Each line in the data must be reproduced as written, except for any picture.

▶ **SUPPLIED MATERIAL**:
####################

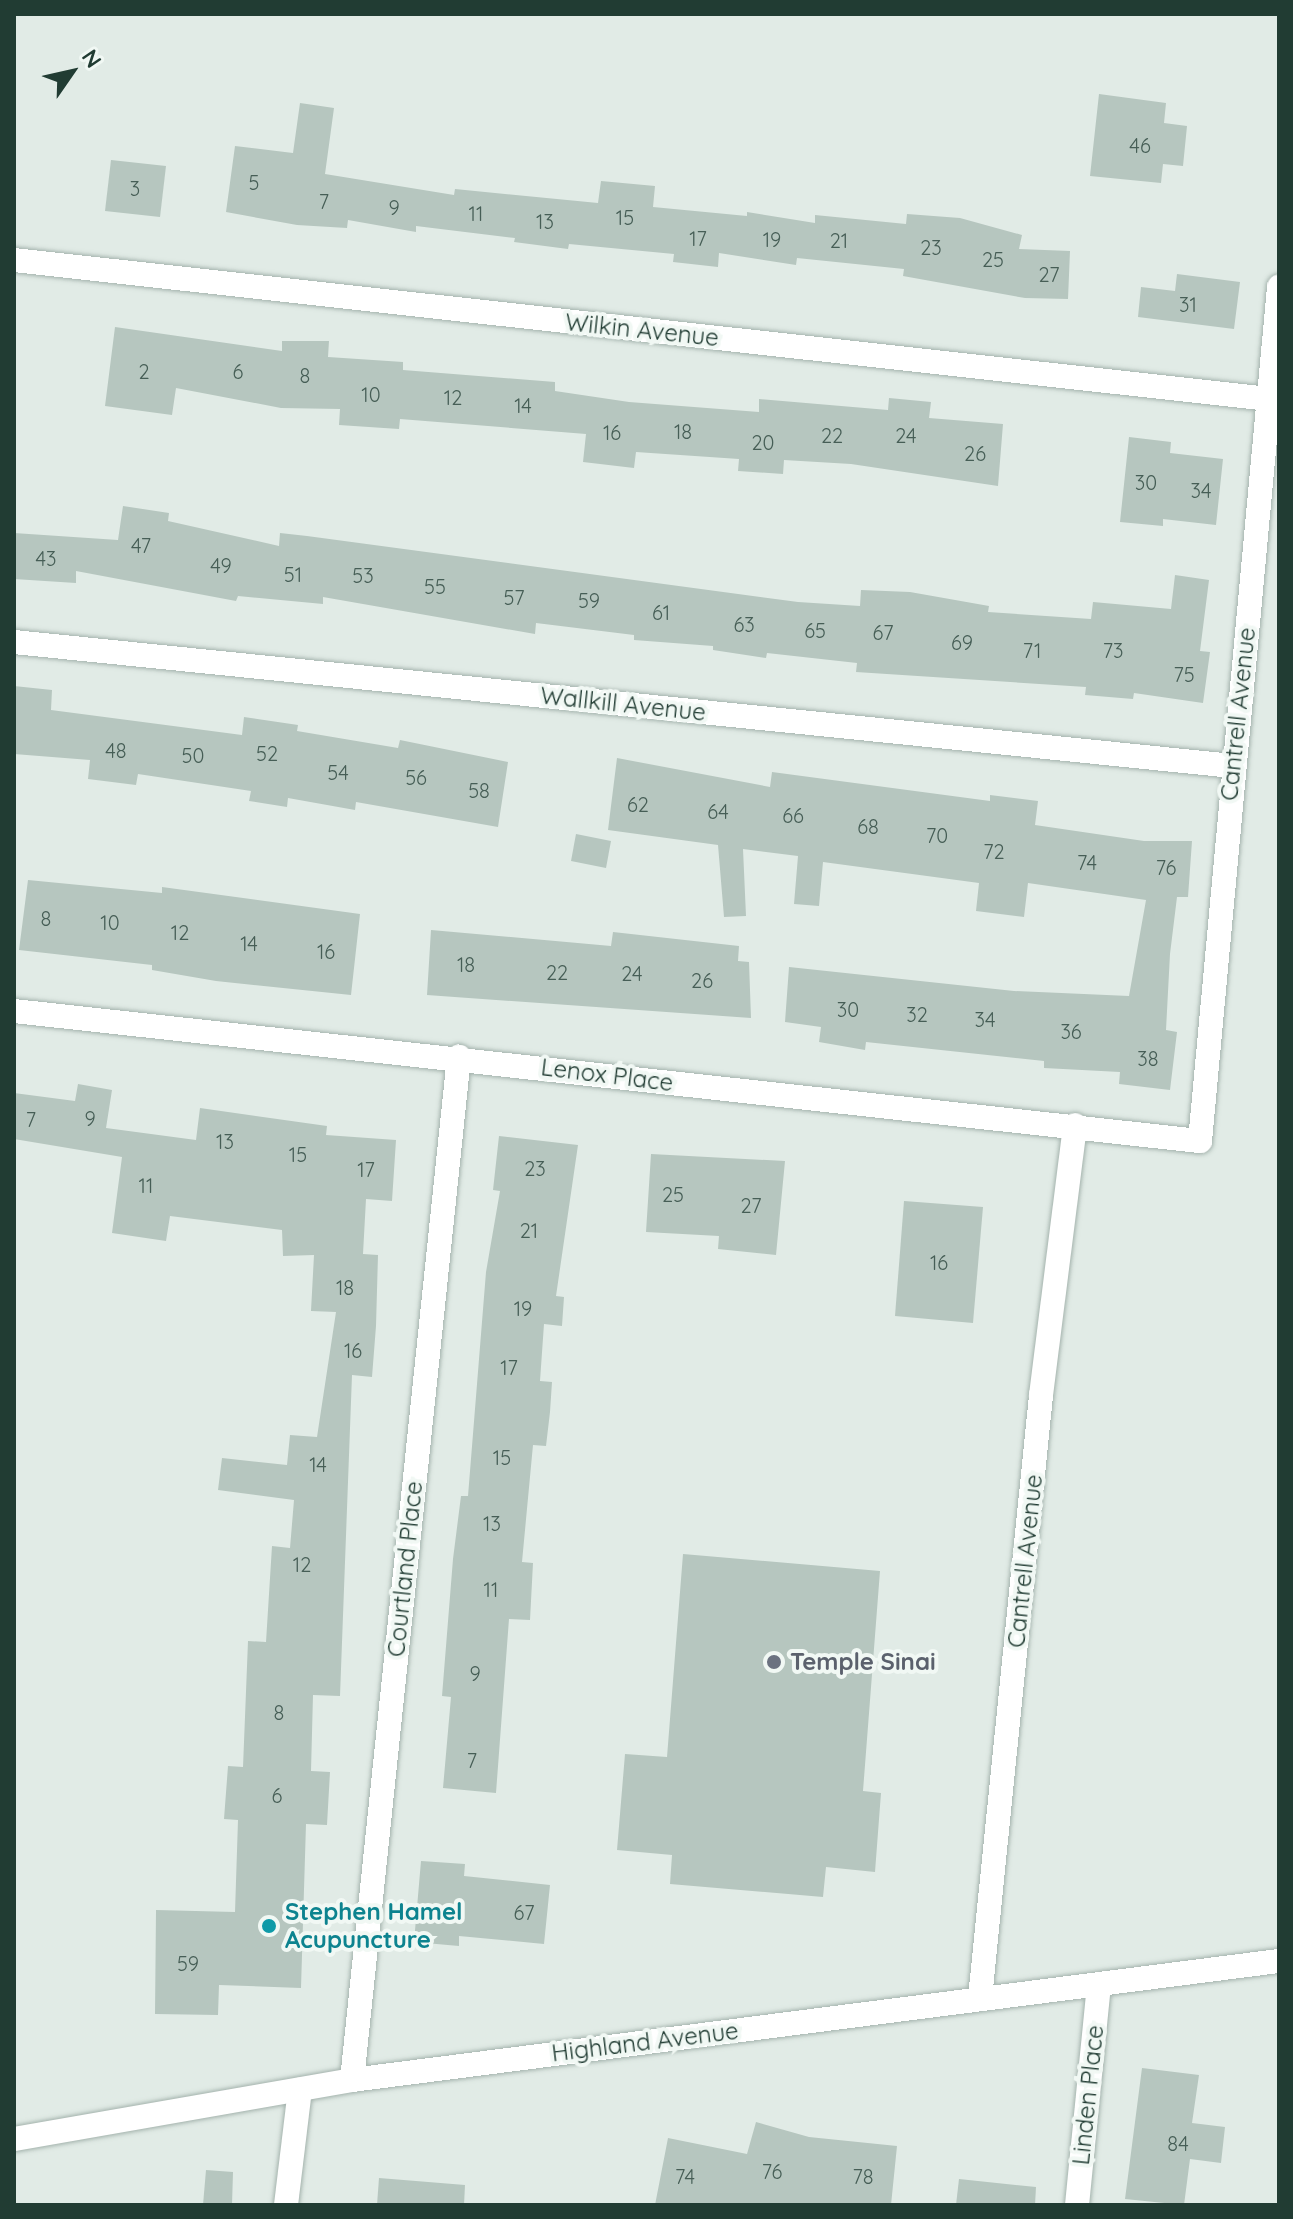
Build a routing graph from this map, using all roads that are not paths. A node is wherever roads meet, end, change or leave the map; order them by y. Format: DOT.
graph roads {
  1 [pos="14,260"];
  2 [pos="1279,287"];
  3 [pos="1269,399"];
  4 [pos="14,642"];
  5 [pos="1232,766"];
  6 [pos="14,1011"];
  7 [pos="459,1057"];
  8 [pos="1075,1125"];
  9 [pos="1200,1141"];
  10 [pos="1279,1961"];
  11 [pos="1099,1986"];
  12 [pos="980,1998"];
  13 [pos="352,2080"];
  14 [pos="300,2090"];
  15 [pos="14,2139"];
  16 [pos="286,2205"];
  17 [pos="1077,2205"];
  1 -- 3 [label="street, Wilkin Avenue"];
  2 -- 3 [label="street, Cantrell Avenue"];
  3 -- 5 [label="street, Cantrell Avenue"];
  4 -- 5 [label="street, Wallkill Avenue"];
  5 -- 9 [label="street, Cantrell Avenue"];
  6 -- 7 [label="street, Lenox Place"];
  7 -- 8 [label="street, Lenox Place"];
  7 -- 13 [label="street, Courtland Place"];
  8 -- 9 [label="street, Lenox Place"];
  8 -- 12 [label="street, Cantrell Avenue"];
  10 -- 11 [label="street, Highland Avenue"];
  11 -- 12 [label="street, Highland Avenue"];
  11 -- 17 [label="street, Linden Place"];
  12 -- 13 [label="street, Highland Avenue"];
  13 -- 14 [label="street, Highland Avenue"];
  14 -- 15 [label="street, Highland Avenue"];
  14 -- 16 [label="street"];
}
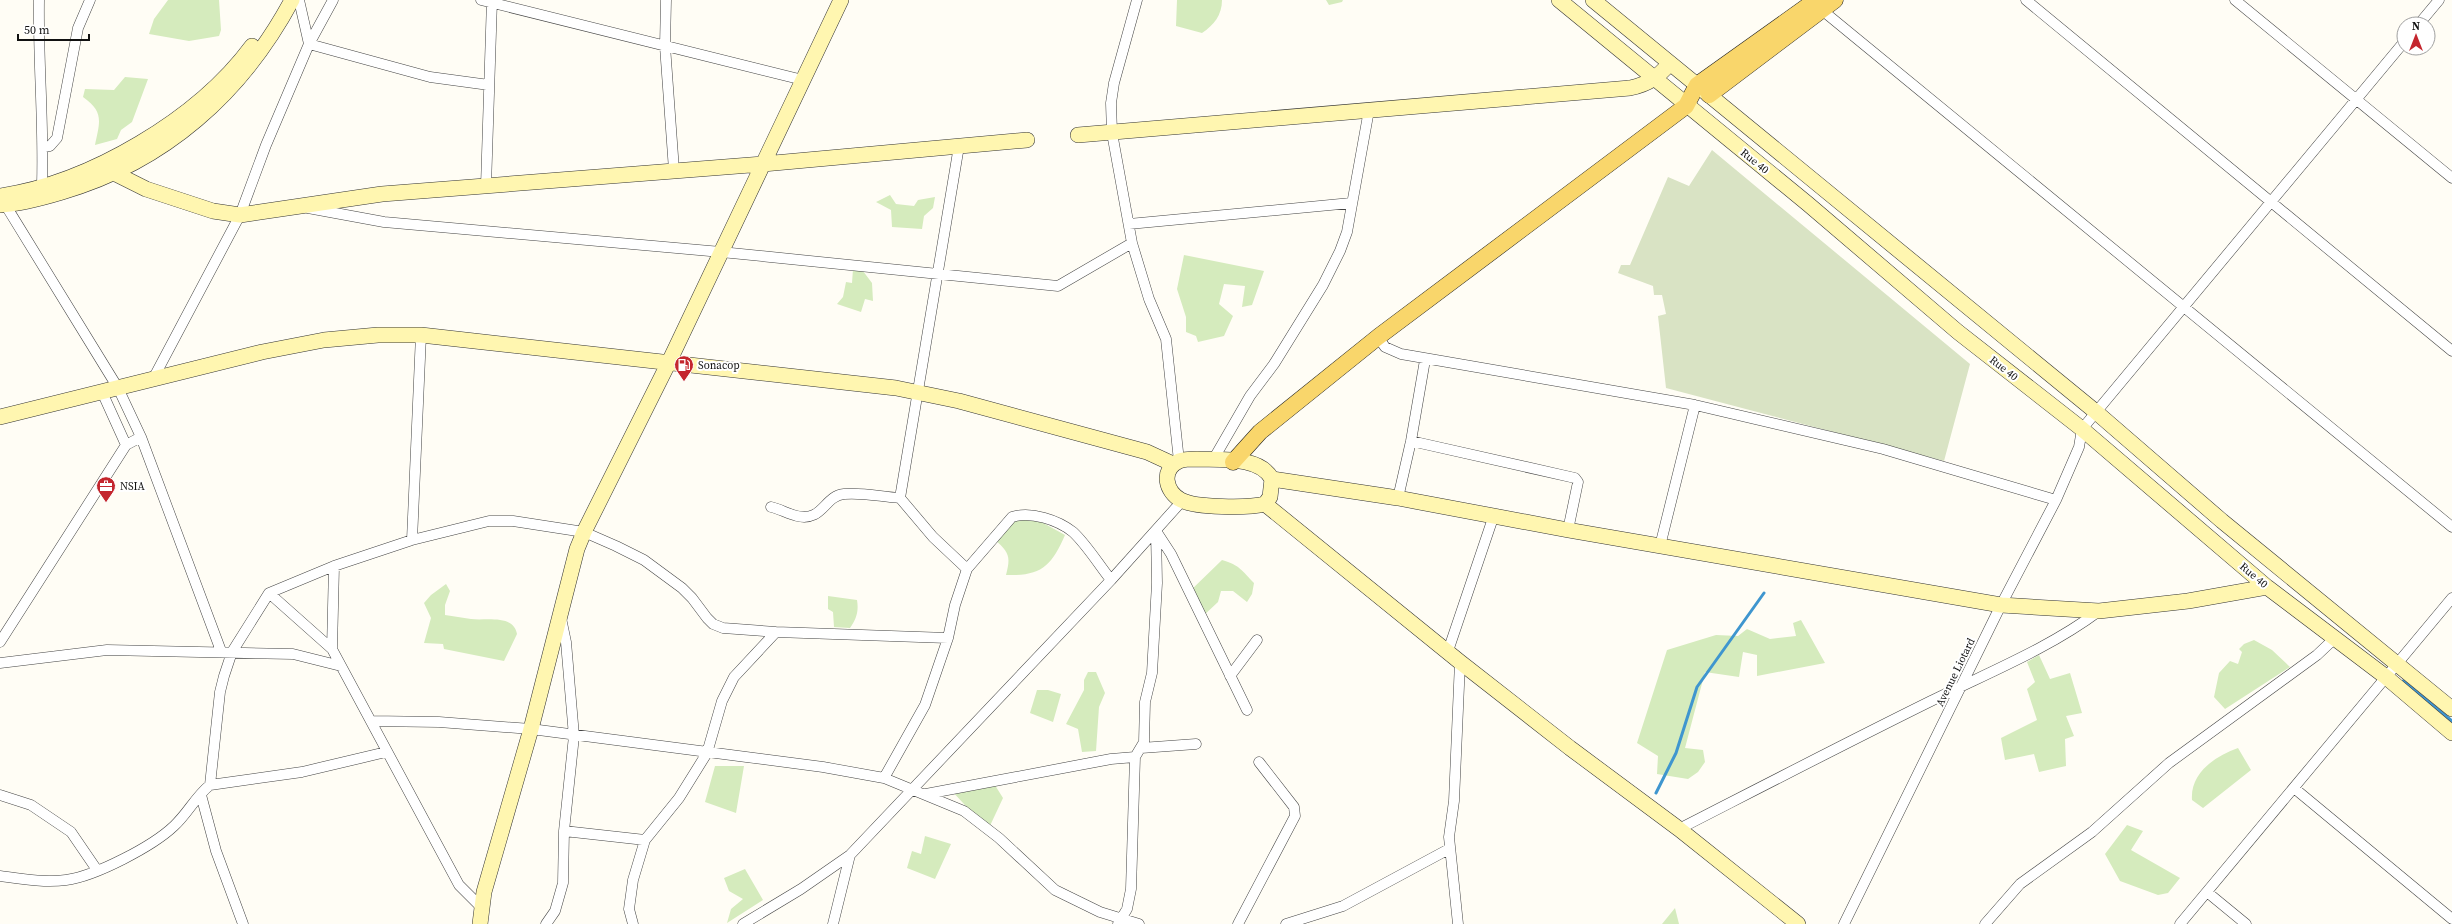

####################

▶ **OUTPUT FOR THIS EXERCISE**:
Build a routing graph from this map, using all roads that are not paths. A node is wherever roads meet, end, change or leave the map; order them by y. Format: DOT.
graph roads {
  1 [pos="14,260"];
  2 [pos="1279,287"];
  3 [pos="1269,399"];
  4 [pos="14,642"];
  5 [pos="1232,766"];
  6 [pos="14,1011"];
  7 [pos="459,1057"];
  8 [pos="1075,1125"];
  9 [pos="1200,1141"];
  10 [pos="1279,1961"];
  11 [pos="1099,1986"];
  12 [pos="980,1998"];
  13 [pos="352,2080"];
  14 [pos="300,2090"];
  15 [pos="14,2139"];
  16 [pos="286,2205"];
  17 [pos="1077,2205"];
  1 -- 3 [label="street, Wilkin Avenue"];
  2 -- 3 [label="street, Cantrell Avenue"];
  3 -- 5 [label="street, Cantrell Avenue"];
  4 -- 5 [label="street, Wallkill Avenue"];
  5 -- 9 [label="street, Cantrell Avenue"];
  6 -- 7 [label="street, Lenox Place"];
  7 -- 8 [label="street, Lenox Place"];
  7 -- 13 [label="street, Courtland Place"];
  8 -- 9 [label="street, Lenox Place"];
  8 -- 12 [label="street, Cantrell Avenue"];
  10 -- 11 [label="street, Highland Avenue"];
  11 -- 12 [label="street, Highland Avenue"];
  11 -- 17 [label="street, Linden Place"];
  12 -- 13 [label="street, Highland Avenue"];
  13 -- 14 [label="street, Highland Avenue"];
  14 -- 15 [label="street, Highland Avenue"];
  14 -- 16 [label="street"];
}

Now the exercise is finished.